Others have pointed out that floating point numbers are approximations, so you can't really get an accurate count of digits in it.
But...you can get something approximate, by writing it out to a std::stringstream object, then converting it to a std::string, and getting the lenght of the said string. You'll of course have to deal with the fact that there may be non-digit characters in the string (like minus sign, decimal point, E for exponent etc). Also the number of digits you obtain in this manner would be dependent on formatting options you choose when writing to the stringstream object. But assuming that you know what formatting options you'd like to use, you can get the number of digits subject to these options.

Maximum Width of a Printed Double in C++

I was wondering, how long in number of characters would the longest a double printed using fprintf be? My guess is wrong.
Thanks in advance.
Twelve would be a bit of an underestimate. On my machine, the following results in a 317 character long string:
#include <limits>
#include <cstdio>
#include <cstring>
int main()
{
double d = -std::numeric_limits<double>::max();
char str[2048] = "";
std::sprintf(str, "%f", d);
std::size_t length = std::strlen(str);
}
Using %e results in a 14 character long string.
Who knows. The Standard doesn't say how many digits of precision a double provides other than saying it (3.9.1.8) "provides at least as much precision as float," so you don't really know how many characters you'll need to sprintf an arbitrary value. Even if you did know how many digits your implementation provided, there's still the question of exponential formatting, etc.
But there's a MUCH bigger question here. Why the heck would you care? I'm guessing it's because you're trying to write something like this:
double d = ...;
int MAGIC_NUMBER = ...;
char buffer[MAGIC_NUMBER];
sprintf(buffer, "%f", d);
This is a bad way to do this, precisely because you don't know how big MAGIC_NUMBER should be. You can pick something that should be big enough, like 14 or 128k, but then the number you picked is arbitrary, not based on anything but a guess that it will be big enough. Numbers like MAGIC_NUMBER are, not suprisingly, called Magic Numbers. Stay away from them. They will make you cry one day.
Instead, there's a lot of ways to do this string formatting without having to care about buffer sizes, digits of precision, etc, that let you just get on with the buisness of programming. Streams is one:
#include <sstream>
double d = ...;
stringstream ss;
ss << d;
string s = ss.str();
cout << s;
...Boost.Format is another:
#include <boost\format\format.hpp>
double d = ... ;
string s = (boost::format("%1%") % d).str();
cout << s;
Its defined in limits:
std::cout << std::numeric_limits<double>::digits << "\n";
std::cout << std::numeric_limits<double>::digits10 << "\n";
Definition:
digits: number of digits (in radix base) in the mantissa
Equivalent to FLT_MANT_DIG, DBL_MANT_DIG or LDBL_MANT_DIG.

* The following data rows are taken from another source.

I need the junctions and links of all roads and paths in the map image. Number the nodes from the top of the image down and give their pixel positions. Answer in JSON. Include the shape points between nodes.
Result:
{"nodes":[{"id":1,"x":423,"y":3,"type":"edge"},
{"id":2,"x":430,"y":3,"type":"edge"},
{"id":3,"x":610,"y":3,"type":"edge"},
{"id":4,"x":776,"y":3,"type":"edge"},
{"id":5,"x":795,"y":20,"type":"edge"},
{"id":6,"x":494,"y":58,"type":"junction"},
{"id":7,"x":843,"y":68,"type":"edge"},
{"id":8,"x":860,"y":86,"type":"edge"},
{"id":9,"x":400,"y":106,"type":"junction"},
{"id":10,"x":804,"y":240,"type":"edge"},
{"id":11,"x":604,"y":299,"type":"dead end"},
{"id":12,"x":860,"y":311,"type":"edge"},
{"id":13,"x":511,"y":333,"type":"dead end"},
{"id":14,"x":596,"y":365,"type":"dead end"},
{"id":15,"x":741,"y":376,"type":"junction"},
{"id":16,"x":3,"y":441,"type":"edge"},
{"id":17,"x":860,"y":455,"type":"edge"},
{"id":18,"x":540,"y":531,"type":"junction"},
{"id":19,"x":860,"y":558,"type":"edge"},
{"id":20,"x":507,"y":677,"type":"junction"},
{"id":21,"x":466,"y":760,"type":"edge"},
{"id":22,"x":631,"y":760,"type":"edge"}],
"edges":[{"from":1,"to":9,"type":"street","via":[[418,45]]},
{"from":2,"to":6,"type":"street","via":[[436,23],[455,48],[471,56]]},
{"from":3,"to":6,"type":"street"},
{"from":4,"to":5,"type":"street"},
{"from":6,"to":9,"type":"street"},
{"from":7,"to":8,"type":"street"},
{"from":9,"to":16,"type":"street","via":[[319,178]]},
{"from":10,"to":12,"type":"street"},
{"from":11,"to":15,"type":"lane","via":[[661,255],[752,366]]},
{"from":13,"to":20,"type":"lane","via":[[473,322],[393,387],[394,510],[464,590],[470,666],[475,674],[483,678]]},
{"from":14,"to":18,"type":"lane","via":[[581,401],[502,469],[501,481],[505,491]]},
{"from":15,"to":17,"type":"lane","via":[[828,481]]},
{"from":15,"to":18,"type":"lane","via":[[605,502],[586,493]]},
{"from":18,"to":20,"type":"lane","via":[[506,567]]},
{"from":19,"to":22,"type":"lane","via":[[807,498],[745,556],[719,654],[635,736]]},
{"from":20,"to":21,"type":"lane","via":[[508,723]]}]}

digits10: Number of digits (in decimal base) that can be represented without change.
Equivalent to FLT_DIG, DBL_DIG or LDBL_DIG for floating types.
See: http://www.cplusplus.com/reference/std/limits/numeric_limits/
Of course when you print stuff to a stream you can use the stream manipulators to limit the size of the output.
you can decide it by yourself..
double a=1.1111111111111111111111111111111111111111111111111;
printf("%1.15lf\n", a);
return 0;
./a.out
1.111111111111111
you can print more than 12 characters..
If your machine uses IEEE754 doubles (which is fairly widespread now), then the binary precision is 53 bits; The decimal equivalent is approximately 15.95 (calculated via logarithmic conversion), so you can usually rely on 15 decimal digits of precision.
Consult Double precision floating-point format for a brief discussion.
For a much more in-depth study, the canonical paper is What Every Computer Scientist Should Know About Floating-Point Arithmetic. It gets cited here whenever binary floating point discussions pop up, and is worth a weekend of careful reading.